Article 375 § 1 provides that abuse of authority or public position, exceeding public authority, as well as omission by a superior or public official, if such acts were committed for selfish ends, personal interest or interests of a group and resulted in grave damage, shall be punishable by imprisonment from two to five years.
According to Article 375 § 2, the same offence which has negligently caused severe consequences shall be punishable by imprisonment from t hree to seven years.
COMPLAINTS
The applicant complains under Articles 2 and 13 of the Convention that the authorities failed to conduct an effective investigation into her son ’ s death. She complains, in particular, that a number of important circumstances concerning his death were never clarified.

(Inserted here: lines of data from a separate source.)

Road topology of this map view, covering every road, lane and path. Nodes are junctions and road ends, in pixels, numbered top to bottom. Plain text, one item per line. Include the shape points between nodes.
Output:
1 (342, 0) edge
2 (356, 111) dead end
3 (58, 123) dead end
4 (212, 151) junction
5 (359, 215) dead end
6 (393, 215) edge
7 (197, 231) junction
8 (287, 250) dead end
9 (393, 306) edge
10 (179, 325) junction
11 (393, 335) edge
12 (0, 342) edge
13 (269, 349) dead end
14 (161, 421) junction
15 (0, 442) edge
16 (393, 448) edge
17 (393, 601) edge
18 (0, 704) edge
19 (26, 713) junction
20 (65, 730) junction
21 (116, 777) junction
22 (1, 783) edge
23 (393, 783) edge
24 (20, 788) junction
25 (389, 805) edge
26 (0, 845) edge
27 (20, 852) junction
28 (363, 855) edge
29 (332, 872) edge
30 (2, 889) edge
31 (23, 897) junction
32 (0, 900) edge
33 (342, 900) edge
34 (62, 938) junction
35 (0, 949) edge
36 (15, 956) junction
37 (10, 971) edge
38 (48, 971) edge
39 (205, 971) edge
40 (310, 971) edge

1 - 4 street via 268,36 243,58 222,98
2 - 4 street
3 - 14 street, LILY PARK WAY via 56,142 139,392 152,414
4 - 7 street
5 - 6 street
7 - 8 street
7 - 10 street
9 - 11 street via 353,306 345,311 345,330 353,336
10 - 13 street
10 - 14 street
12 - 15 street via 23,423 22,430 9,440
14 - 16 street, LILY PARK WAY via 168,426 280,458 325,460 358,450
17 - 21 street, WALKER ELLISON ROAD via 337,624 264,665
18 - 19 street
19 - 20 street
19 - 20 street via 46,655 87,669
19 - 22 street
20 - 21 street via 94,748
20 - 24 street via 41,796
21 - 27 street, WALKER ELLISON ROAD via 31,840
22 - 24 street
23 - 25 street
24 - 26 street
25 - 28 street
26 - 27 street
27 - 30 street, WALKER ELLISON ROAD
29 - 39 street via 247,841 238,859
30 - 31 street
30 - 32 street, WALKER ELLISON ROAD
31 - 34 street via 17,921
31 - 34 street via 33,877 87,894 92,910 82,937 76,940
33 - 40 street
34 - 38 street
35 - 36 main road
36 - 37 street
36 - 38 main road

She further complains that the entire investigation was focused on the suicide hypothesis and no investigation was carried out into the possibility that he was murdered.
The applicant further complains under Article 8 that the courts, including the Criminal Court of Appeal which allowed her to make final submissions, failed to address adequately the issues raised by her as the victim party in the proceedings.
QUESTIONS TO THE PARTIES
1. Was the applicant ’ s son ’ s right to life, ensured by Article 2 of the Convention, violated in the present case?
2. Having regard to the procedural protection of the right to life, was the investigation by the domestic authorities in the present case in breach of the guarantees under Articles 2 and 13 of the Convention?
The Government are requested to provide copies of the following documents: (1) the entire investigation file of the case instituted in relation to the death of the applicant ’ s son; and (2) the transcript of the proceedings before the Syunik Regional Court, with the accused G.A. ’ s statement clearly indicated.